Watched by a quizzical bust of Jefferson that dominated the room, several of the historians suggested that despite the unequal nature of the relationship, a true bond may have existed between them during the 35 years of their relationship.

"She loved him, probably, and he her -- as it has been for most marriage partners through the ages -- in a framework of profound inequalities as to power and freedom," said Dr. Rhys Isaac of Latrobe University in Australia.

Hemings probably first became Jefferson's mistress when she was sent as a girl to Paris, where he was ambassador in 1787.

Though she could have claimed her freedom in France, she returned to Monticello on the condition that all of her children be freed, according to the memoirs of her son, Madison Hemings. Because of that leverage, their relationship would perhaps have been less coercive than otherwise, said Joshua Rothman of the University of Virginia.

But Dr. Philip Morgan, of the Institute of Early American History and Culture, said that in Jefferson's hierarchical world, their relationship may have differed little from that of master and slave. "I am impressed by how little we know about the Jefferson-Hemings relationship. In all of Jefferson's correspondence, he mentions her only once," Morgan said.
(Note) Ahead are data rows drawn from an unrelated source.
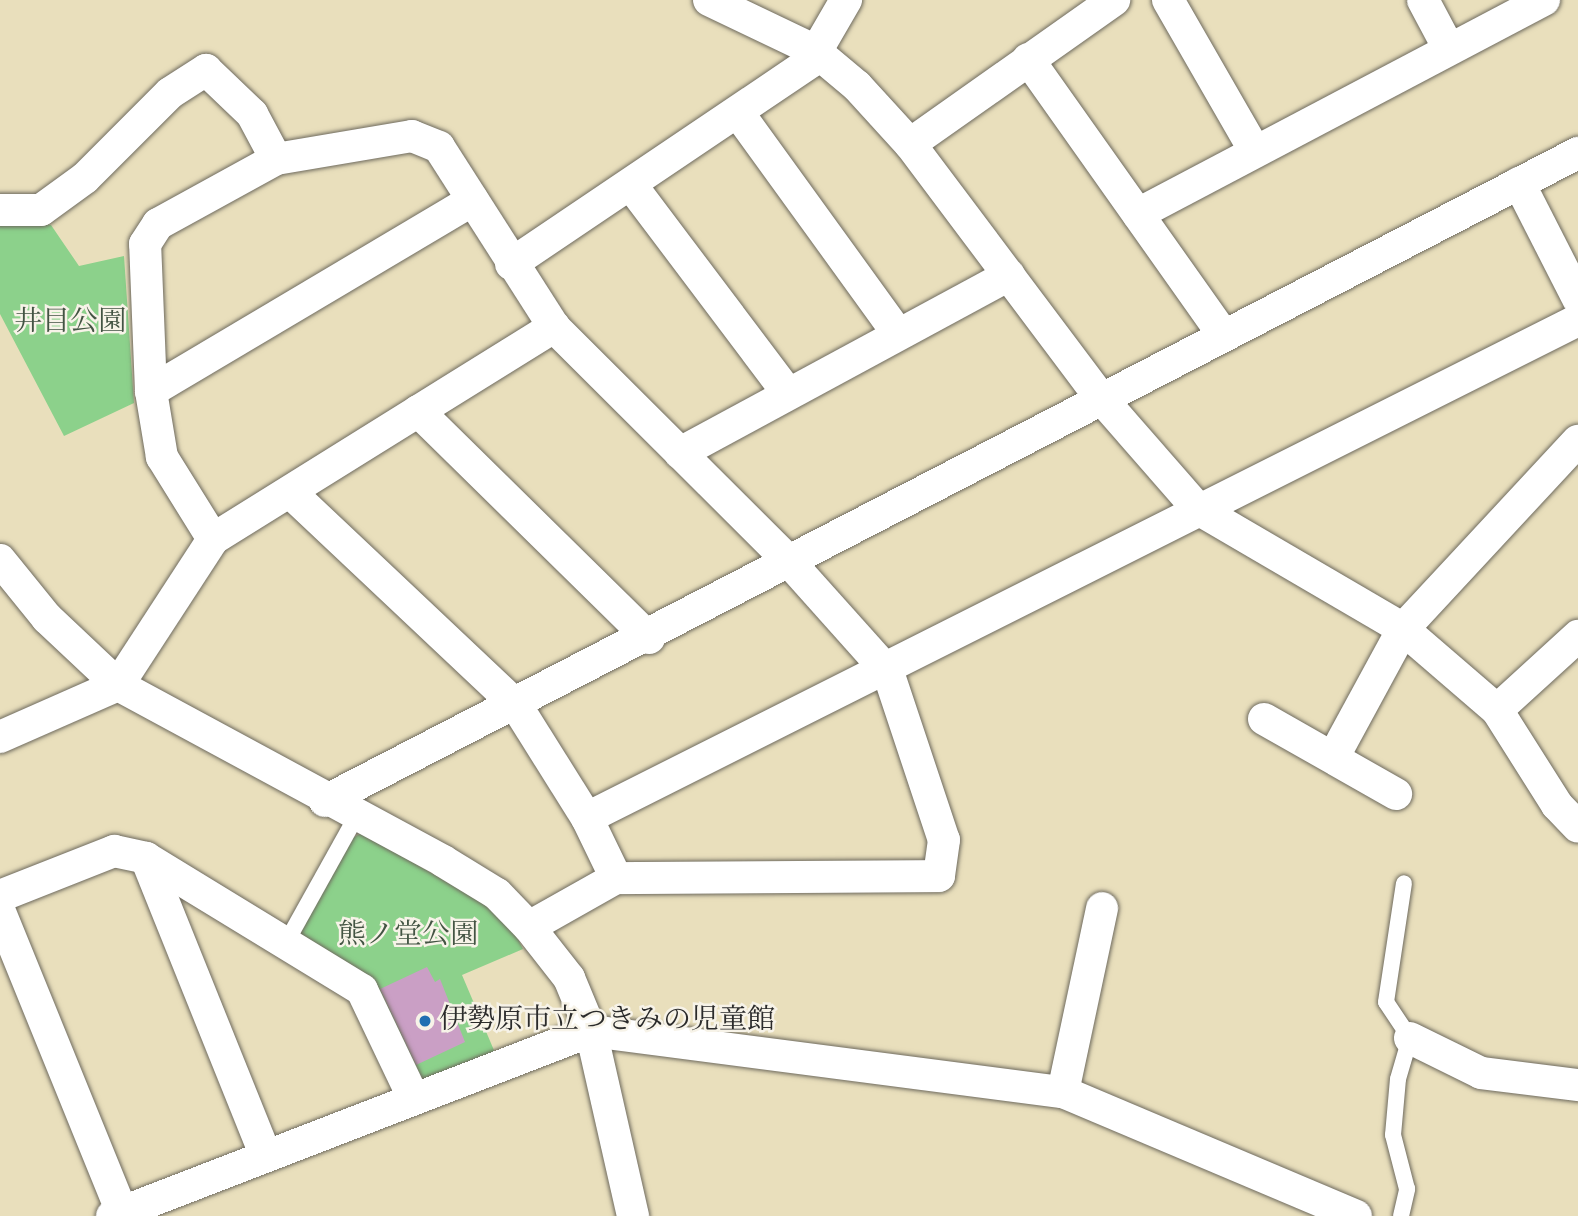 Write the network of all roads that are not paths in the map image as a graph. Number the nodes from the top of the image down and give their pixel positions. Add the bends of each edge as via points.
1 (709, 0) edge
2 (846, 0) edge
3 (1114, 0) edge
4 (1168, 0) edge
5 (1423, 0) edge
6 (1544, 0) edge
7 (1449, 49) junction
8 (814, 50) junction
9 (1028, 59) junction
10 (739, 114) junction
11 (910, 144) junction
12 (1255, 151) junction
13 (1578, 153) edge
14 (276, 159) junction
15 (1519, 183) junction
16 (631, 185) junction
17 (473, 200) junction
18 (0, 210) edge
19 (1138, 214) junction
20 (511, 264) junction
21 (1009, 275) junction
22 (1578, 299) edge
23 (1578, 320) edge
24 (554, 327) junction
25 (898, 334) junction
26 (1224, 335) junction
27 (151, 391) junction
28 (787, 392) junction
29 (1101, 398) junction
30 (418, 411) junction
31 (1578, 441) edge
32 (680, 453) junction
33 (290, 492) junction
34 (1198, 509) junction
35 (213, 539) junction
36 (788, 559) junction
37 (0, 560) edge
38 (1403, 629) junction
39 (1578, 636) edge
40 (649, 638) junction
41 (888, 672) junction
42 (118, 685) junction
43 (516, 705) junction
44 (1497, 710) junction
45 (1264, 719) dead end
46 (0, 737) edge
47 (1334, 756) junction
48 (1396, 794) dead end
49 (325, 801) junction
50 (356, 817) junction
51 (587, 818) junction
52 (1578, 827) edge
53 (146, 858) junction
54 (616, 878) junction
55 (1404, 883) dead end
56 (0, 896) edge
57 (1102, 908) dead end
58 (0, 912) edge
59 (529, 926) junction
60 (287, 942) junction
61 (591, 1031) junction
62 (1410, 1038) junction
63 (1578, 1085) edge
64 (1063, 1092) junction
65 (413, 1097) junction
66 (265, 1154) junction
67 (117, 1214) edge
68 (632, 1216) edge
69 (1356, 1216) edge
70 (1401, 1216) edge

1 - 8 street
2 - 8 street
3 - 9 street
4 - 12 street
5 - 7 street
6 - 7 street
7 - 12 street
8 - 10 street via 810,62
8 - 11 street via 858,86
9 - 11 street
9 - 19 street
10 - 16 street
10 - 25 street
11 - 21 street
12 - 19 street
13 - 15 street
14 - 17 street via 412,136 439,147
14 - 18 street via 252,114 206,70 170,93 85,178 41,210
14 - 27 street via 158,224 145,244
15 - 22 street
15 - 26 street
16 - 20 street
16 - 28 street
17 - 20 street
17 - 27 street
19 - 26 street
20 - 24 street
21 - 25 street
21 - 29 street
23 - 34 street
24 - 30 street
24 - 32 street
25 - 28 street
26 - 29 street
27 - 35 street via 162,457
28 - 32 street
29 - 34 street
29 - 36 street
30 - 33 street
30 - 40 street
31 - 38 street
32 - 36 street
33 - 35 street
33 - 43 street
34 - 38 street
34 - 41 street
35 - 42 street
36 - 40 street
36 - 41 street
37 - 42 street via 47,618
38 - 44 street
38 - 47 street
39 - 44 street
40 - 43 street
41 - 51 street
41 - 54 street via 944,840 939,876
42 - 46 street
42 - 49 street
43 - 49 street
43 - 51 street
44 - 52 street via 1557,805
45 - 47 street
47 - 48 street
49 - 50 street
50 - 59 street via 497,894
50 - 60 lane
51 - 54 street
53 - 56 street via 114,851
53 - 60 street
53 - 66 street
54 - 59 street
55 - 62 lane via 1386,1002
57 - 64 street
58 - 67 street
59 - 61 street via 569,978
60 - 65 street via 362,990
61 - 64 street
61 - 65 street
61 - 68 street
62 - 63 street via 1481,1073
62 - 70 lane via 1398,1079 1393,1135 1407,1189
64 - 69 street
65 - 66 street
66 - 67 street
Other historians pointed out several reasons to suppose that Hemings was more than just another slave in Jefferson's eyes. Her mother was the slave mistress of Jefferson's father-in-law, John Wayles, making her the half-sister of Jefferson's beloved wife Martha. She was said to be fair-skinned, though no portrait of her survives. Several historians suggested that Jefferson might have seen her as part of his own world.

But Dr. Dianne Swann-Wright, of the International Center for Jefferson Studies, objected to any attempt to portray Hemings as other than black. She and Dr. Lucia Stanton of the Thomas Jefferson Memorial Foundation have conducted a survey among Hemings' descendants, charting their uneasy pilgrimage between the black and white worlds.

All of Hemings' children were freed after Jefferson's death, as he had promised. As they were fair-skinned, some passed in white society. More recently, members of the family have been marrying blacks, the two historians said.

Jefferson's troubled legacy was implicit in the remarkably complicated structure of his household at Monticello. The white family and the black family lived together, yet the black family was never publicly acknowledged. Jefferson's sons with Hemings were taught carpentry and the violin, but he seemed never to have treated them as his children either in public or in private.

"He was not in the habit of showing partiality or fatherly affection to his children," Madison Hemings said in his memoir.

The last word on Jefferson may belong to Henry Adams, a historian. "Excepting his rival Alexander Hamilton," Adams wrote, "no American has been the object of estimates so widely differing and so difficult to reconcile. ... A few broad strokes of the brush would paint the portraits of all the early presidents, ... but Jefferson could be painted only touch by touch, with a fine pencil, and the perfection of the likeness depended upon the shifting and uncertain flicker of its semitransparent shadows."